Unlike Fellini, Hallström makes it look like being Casanova might be fun. Especially at Carnevale time, when people doff their sensational-looking everyday outfits and put on those over-the-top outfits with masks that could tempt Dick Cheney into the old illicit slap and tickle. Venice is the prettiest beauty of all—few movies have done better in making the grande dame look young and lascivious. She’s more fetching even than Sienna Miller as Casanova’s ultimate prey, the anachronistic feminist Francesca, who sprouts unprecedented cleavage.

These two strike only modest sparks, but the pressure on them is lessened by the rambunctiously sprawling talent in support. Omid Djalili scores as Casanova’s clever servant, who helps him hunt for an overnight bride (otherwise the Inquisition will hang him). As Francesca’s mom, bent on marrying her off to the obese, obscenely rich lard merchant Oliver Platt, Lena Olin (Hallström’s wife) has an amusingly lean and hungry look. Francesca’s callow kid brother (Charlie Cox) yearns only for the virgin next door (Natalie Dormer). So when she’s affianced to Casanova to save his ass, he’s steamed and challenges him to a duel. The fool: He can’t fence. So Francesca impersonates the boy, stabbing Casanova with a Cupid-dosed foil.

And here’s a footnote salute to the impressively skillful Platt: Like so many plus-size talents, he’s been largely wasted by Hollywood because his girth terrifies the beauty-obsessed suits. Here he makes a clownish virtue of his heft and also slips in some humanizing touches. Don’t let him become another John Candy! With the character roles he deserves, he could become a latter-day Thomas Mitchell.

I won’t spoil by over-explication the further impersonations, switcheroos, discreetly smutty couplings, thwarted murders, shameless posing, and hairbreadth escapes by balloon, horse, coach, and gondola that ensue, filmed so prettily they evade being upstaged by the awesome backdrops. Let’s just say that Miller gets a career boost that must gall falling star Jude Law; loosening up from his Brokeback clench, Ledger proves to be every inch the flip ironic action mock-hero; and Jeremy Irons manages to put to rest the deadly memory of Merchant of Venice in the juicy role of Casanova’s nemesis, Inquisition majordomo Pucci. He hasn’t been this uproariously overarticulate since his definitive audio-book reading of Nabokov’s unexpurgated Lolita (which you must buy and hear immediately).

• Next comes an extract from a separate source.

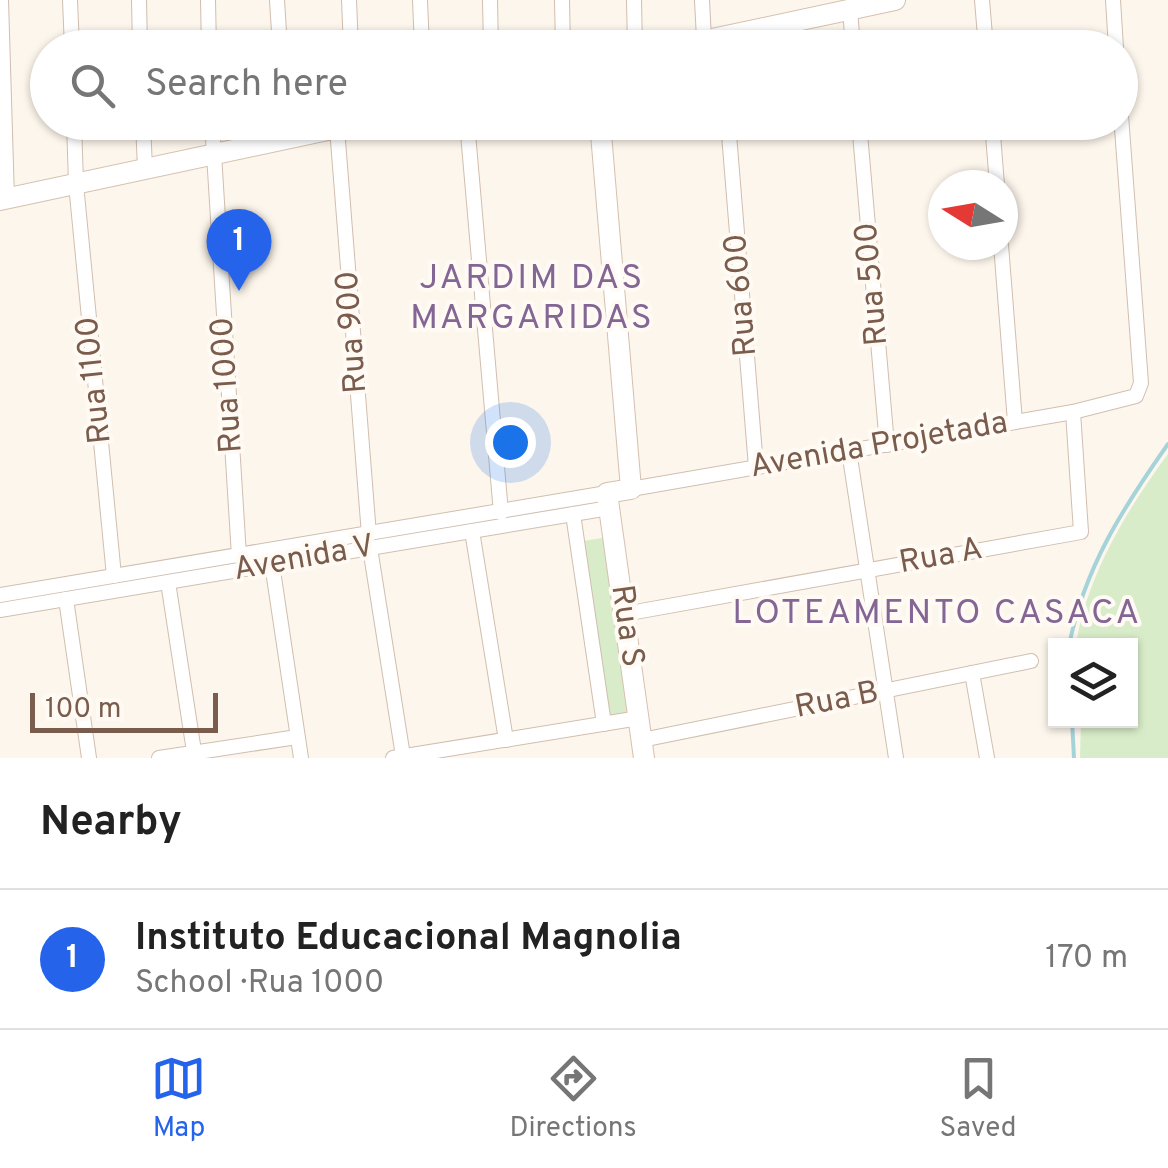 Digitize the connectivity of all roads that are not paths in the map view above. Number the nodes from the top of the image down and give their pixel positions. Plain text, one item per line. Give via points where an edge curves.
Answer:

The often pedestrian repartee could’ve used yet another Stoppard polish to honor Irons’ chops, yet there’s plenty of compensatory wit in Hallström’s gratifying orchestration of chases, and more in the acting. Propelled by what I hope is Casanova‘s success (especially after An Unfinished Life, which he should’ve left that way), Hallström should aim higher still. If he can redeem Casanova’s misspent life, think what he could do for his own.